Posted on:2005-01-06Degree:Ph.DType:Dissertation
University:University of OregonCandidate:Cunningham, Eric PaulFull Text:PDF
GTID:1455390008986758Subject:History
Abstract/Summary:
Since the end of World War II, the historical philosophy of Japanese thinker Nishida Kitaro has been the subject of ongoing academic controversy. Scholarly opinion concerning Nishida's historical philosophy seems to be divided into two main camps. The first consists mostly of intellectual historians, who criticize Nishida's work for its evident support of Japanese militarism during the 1930s and 1940s. The second consists largely of religious scholars, who either excuse Nishida's historical work as the product of the author's imperfect understanding of history, or attribute its nationalist rhetoric to the pressures of a political climate that gave Nishida little choice but to endorse his government's aggressive policies.; This dissertation maintains that neither of these views promotes an adequate understanding of the importance of Nishida's work to the study of intellectual history.
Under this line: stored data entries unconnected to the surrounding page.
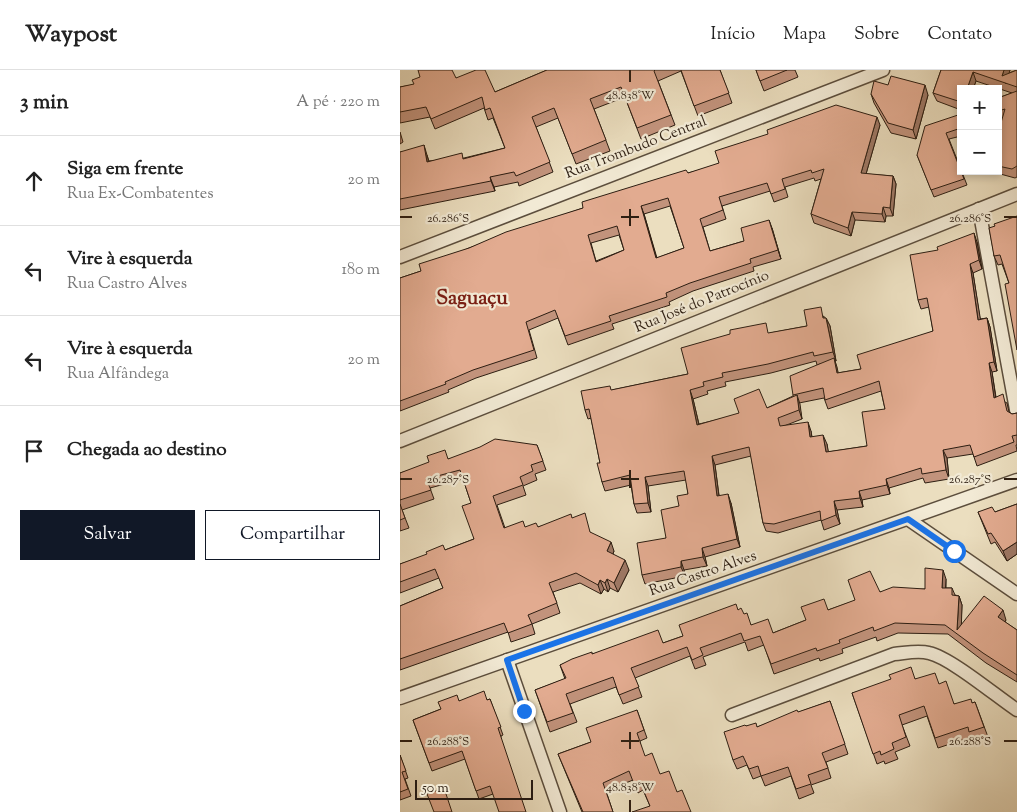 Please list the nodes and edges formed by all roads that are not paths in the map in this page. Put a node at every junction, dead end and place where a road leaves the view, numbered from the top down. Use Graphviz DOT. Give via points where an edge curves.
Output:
graph roads {
  1 [pos="883,70"];
  2 [pos="1017,194"];
  3 [pos="979,209"];
  4 [pos="400,257"];
  5 [pos="1017,415"];
  6 [pos="400,441"];
  7 [pos="1017,480"];
  8 [pos="908,519"];
  9 [pos="1017,594"];
  10 [pos="507,660"];
  11 [pos="400,698"];
  12 [pos="1017,710"];
  13 [pos="732,715"];
  14 [pos="560,812"];
  1 -- 4 [label="street, Rua Trombudo Central"];
  2 -- 3 [label="street, Rua José do Patrocínio"];
  3 -- 5 [label="street"];
  3 -- 6 [label="street, Rua José do Patrocínio"];
  7 -- 8 [label="street, Rua Castro Alves"];
  8 -- 9 [label="street"];
  8 -- 10 [label="street, Rua Castro Alves"];
  10 -- 11 [label="street, Rua Castro Alves"];
  10 -- 14 [label="street"];
  12 -- 13 [label="street" via="946,659 916,652 894,654"];
}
By confining the critique of Nishida's historical philosophy within a modernist debate whose object seems to be assessing Nishida's guilt or innocence, the standard arguments prevent us from evaluating Nishida's various anti-modern historical positions in terms of their validity as a basis for postmodernism. This dissertation offers an original interpretive framework for reading Nishida's historical philosophy specifically in terms of its postmodern qualities, a framework herein referred to as the "psychedelic paradigm."; Informed by the eschatological theories of psychedelic thinker Terence McKenna, and a variety of sources from the genre of psychedelic literature, this paradigm articulates a comprehensive system of historical dialectics. Inasmuch as it describes the historical process up to and including the theoretical end of history, the paradigm explains not only the presence of the phenomenon we call modernity, but its antitheses as well, specifically, the various social and cultural phenomena that have challenged modern consciousness throughout the twentieth century. Because these phenomena include not only the anti-modernism of wartime Japan, but also a range of other postmodern expressions, e.g., psychedelic consciousness, new-age spiritualism, and even global terrorism, the psychedelic paradigm provides a fruitful and inclusive methodology for examining the specific issue of Nishida's historical philosophy, as well as the broader question in which it is embedded, namely, the historical problem of transcending the modern world.